Material for this exercise:

- - - -

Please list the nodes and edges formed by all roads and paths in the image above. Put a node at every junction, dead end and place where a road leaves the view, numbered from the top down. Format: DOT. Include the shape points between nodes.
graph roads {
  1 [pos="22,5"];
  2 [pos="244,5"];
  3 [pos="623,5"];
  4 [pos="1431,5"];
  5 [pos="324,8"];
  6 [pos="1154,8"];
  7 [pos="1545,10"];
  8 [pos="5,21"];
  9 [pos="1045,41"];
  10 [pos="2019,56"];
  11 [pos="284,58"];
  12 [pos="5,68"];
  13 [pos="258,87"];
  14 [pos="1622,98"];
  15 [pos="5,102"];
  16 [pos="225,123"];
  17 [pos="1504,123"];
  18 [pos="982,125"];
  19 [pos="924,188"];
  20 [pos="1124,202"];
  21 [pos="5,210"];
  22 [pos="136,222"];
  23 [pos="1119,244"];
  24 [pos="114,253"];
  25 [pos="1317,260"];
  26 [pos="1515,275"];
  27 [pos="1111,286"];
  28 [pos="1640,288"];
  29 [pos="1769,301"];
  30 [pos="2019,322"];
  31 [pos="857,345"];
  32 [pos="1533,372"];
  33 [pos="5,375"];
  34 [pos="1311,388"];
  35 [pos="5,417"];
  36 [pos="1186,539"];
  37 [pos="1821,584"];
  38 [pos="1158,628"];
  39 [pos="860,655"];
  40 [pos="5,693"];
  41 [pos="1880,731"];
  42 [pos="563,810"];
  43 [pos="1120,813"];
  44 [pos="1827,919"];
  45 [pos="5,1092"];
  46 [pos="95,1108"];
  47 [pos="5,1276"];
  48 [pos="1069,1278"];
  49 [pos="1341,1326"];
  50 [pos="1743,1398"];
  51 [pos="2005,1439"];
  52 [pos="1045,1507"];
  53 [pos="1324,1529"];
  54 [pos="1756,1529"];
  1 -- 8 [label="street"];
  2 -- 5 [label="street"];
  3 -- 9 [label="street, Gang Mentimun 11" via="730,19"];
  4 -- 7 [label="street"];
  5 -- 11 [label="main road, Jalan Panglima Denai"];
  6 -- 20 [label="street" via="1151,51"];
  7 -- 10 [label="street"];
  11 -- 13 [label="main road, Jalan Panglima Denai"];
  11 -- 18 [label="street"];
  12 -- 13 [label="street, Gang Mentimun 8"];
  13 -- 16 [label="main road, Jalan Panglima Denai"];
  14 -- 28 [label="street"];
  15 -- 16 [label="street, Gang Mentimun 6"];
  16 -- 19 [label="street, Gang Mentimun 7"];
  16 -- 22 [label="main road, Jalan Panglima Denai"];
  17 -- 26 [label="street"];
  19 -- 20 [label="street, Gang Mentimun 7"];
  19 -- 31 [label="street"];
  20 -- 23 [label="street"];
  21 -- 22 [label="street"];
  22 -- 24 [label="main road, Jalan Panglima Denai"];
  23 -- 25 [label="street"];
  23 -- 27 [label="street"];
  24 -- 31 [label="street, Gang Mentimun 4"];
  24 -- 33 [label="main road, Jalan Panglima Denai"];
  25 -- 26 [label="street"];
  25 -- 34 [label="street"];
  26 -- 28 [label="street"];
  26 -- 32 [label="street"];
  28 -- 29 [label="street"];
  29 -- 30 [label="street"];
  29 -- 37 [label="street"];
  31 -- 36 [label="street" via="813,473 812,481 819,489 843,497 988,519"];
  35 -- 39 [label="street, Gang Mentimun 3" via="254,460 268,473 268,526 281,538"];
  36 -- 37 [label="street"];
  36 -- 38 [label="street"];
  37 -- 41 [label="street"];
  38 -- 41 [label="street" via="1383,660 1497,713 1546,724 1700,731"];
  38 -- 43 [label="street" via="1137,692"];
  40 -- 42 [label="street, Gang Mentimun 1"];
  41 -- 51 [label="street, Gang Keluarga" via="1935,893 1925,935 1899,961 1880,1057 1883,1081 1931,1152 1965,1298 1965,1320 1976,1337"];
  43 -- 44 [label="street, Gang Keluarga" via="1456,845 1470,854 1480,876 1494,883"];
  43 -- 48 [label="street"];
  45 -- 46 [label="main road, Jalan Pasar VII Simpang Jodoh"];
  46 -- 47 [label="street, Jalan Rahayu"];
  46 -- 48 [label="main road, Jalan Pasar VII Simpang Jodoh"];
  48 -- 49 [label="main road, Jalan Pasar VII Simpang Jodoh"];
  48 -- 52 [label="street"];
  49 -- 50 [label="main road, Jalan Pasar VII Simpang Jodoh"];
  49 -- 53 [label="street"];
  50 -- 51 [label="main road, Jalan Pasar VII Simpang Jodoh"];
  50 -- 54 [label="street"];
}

- - - -

What the task requires: In full and exactly, transcribe the material above.

Answer section:
Please list the nodes and edges formed by all roads and paths in the image above. Put a node at every junction, dead end and place where a road leaves the view, numbered from the top down. Format: DOT. Include the shape points between nodes.
graph roads {
  1 [pos="22,5"];
  2 [pos="244,5"];
  3 [pos="623,5"];
  4 [pos="1431,5"];
  5 [pos="324,8"];
  6 [pos="1154,8"];
  7 [pos="1545,10"];
  8 [pos="5,21"];
  9 [pos="1045,41"];
  10 [pos="2019,56"];
  11 [pos="284,58"];
  12 [pos="5,68"];
  13 [pos="258,87"];
  14 [pos="1622,98"];
  15 [pos="5,102"];
  16 [pos="225,123"];
  17 [pos="1504,123"];
  18 [pos="982,125"];
  19 [pos="924,188"];
  20 [pos="1124,202"];
  21 [pos="5,210"];
  22 [pos="136,222"];
  23 [pos="1119,244"];
  24 [pos="114,253"];
  25 [pos="1317,260"];
  26 [pos="1515,275"];
  27 [pos="1111,286"];
  28 [pos="1640,288"];
  29 [pos="1769,301"];
  30 [pos="2019,322"];
  31 [pos="857,345"];
  32 [pos="1533,372"];
  33 [pos="5,375"];
  34 [pos="1311,388"];
  35 [pos="5,417"];
  36 [pos="1186,539"];
  37 [pos="1821,584"];
  38 [pos="1158,628"];
  39 [pos="860,655"];
  40 [pos="5,693"];
  41 [pos="1880,731"];
  42 [pos="563,810"];
  43 [pos="1120,813"];
  44 [pos="1827,919"];
  45 [pos="5,1092"];
  46 [pos="95,1108"];
  47 [pos="5,1276"];
  48 [pos="1069,1278"];
  49 [pos="1341,1326"];
  50 [pos="1743,1398"];
  51 [pos="2005,1439"];
  52 [pos="1045,1507"];
  53 [pos="1324,1529"];
  54 [pos="1756,1529"];
  1 -- 8 [label="street"];
  2 -- 5 [label="street"];
  3 -- 9 [label="street, Gang Mentimun 11" via="730,19"];
  4 -- 7 [label="street"];
  5 -- 11 [label="main road, Jalan Panglima Denai"];
  6 -- 20 [label="street" via="1151,51"];
  7 -- 10 [label="street"];
  11 -- 13 [label="main road, Jalan Panglima Denai"];
  11 -- 18 [label="street"];
  12 -- 13 [label="street, Gang Mentimun 8"];
  13 -- 16 [label="main road, Jalan Panglima Denai"];
  14 -- 28 [label="street"];
  15 -- 16 [label="street, Gang Mentimun 6"];
  16 -- 19 [label="street, Gang Mentimun 7"];
  16 -- 22 [label="main road, Jalan Panglima Denai"];
  17 -- 26 [label="street"];
  19 -- 20 [label="street, Gang Mentimun 7"];
  19 -- 31 [label="street"];
  20 -- 23 [label="street"];
  21 -- 22 [label="street"];
  22 -- 24 [label="main road, Jalan Panglima Denai"];
  23 -- 25 [label="street"];
  23 -- 27 [label="street"];
  24 -- 31 [label="street, Gang Mentimun 4"];
  24 -- 33 [label="main road, Jalan Panglima Denai"];
  25 -- 26 [label="street"];
  25 -- 34 [label="street"];
  26 -- 28 [label="street"];
  26 -- 32 [label="street"];
  28 -- 29 [label="street"];
  29 -- 30 [label="street"];
  29 -- 37 [label="street"];
  31 -- 36 [label="street" via="813,473 812,481 819,489 843,497 988,519"];
  35 -- 39 [label="street, Gang Mentimun 3" via="254,460 268,473 268,526 281,538"];
  36 -- 37 [label="street"];
  36 -- 38 [label="street"];
  37 -- 41 [label="street"];
  38 -- 41 [label="street" via="1383,660 1497,713 1546,724 1700,731"];
  38 -- 43 [label="street" via="1137,692"];
  40 -- 42 [label="street, Gang Mentimun 1"];
  41 -- 51 [label="street, Gang Keluarga" via="1935,893 1925,935 1899,961 1880,1057 1883,1081 1931,1152 1965,1298 1965,1320 1976,1337"];
  43 -- 44 [label="street, Gang Keluarga" via="1456,845 1470,854 1480,876 1494,883"];
  43 -- 48 [label="street"];
  45 -- 46 [label="main road, Jalan Pasar VII Simpang Jodoh"];
  46 -- 47 [label="street, Jalan Rahayu"];
  46 -- 48 [label="main road, Jalan Pasar VII Simpang Jodoh"];
  48 -- 49 [label="main road, Jalan Pasar VII Simpang Jodoh"];
  48 -- 52 [label="street"];
  49 -- 50 [label="main road, Jalan Pasar VII Simpang Jodoh"];
  49 -- 53 [label="street"];
  50 -- 51 [label="main road, Jalan Pasar VII Simpang Jodoh"];
  50 -- 54 [label="street"];
}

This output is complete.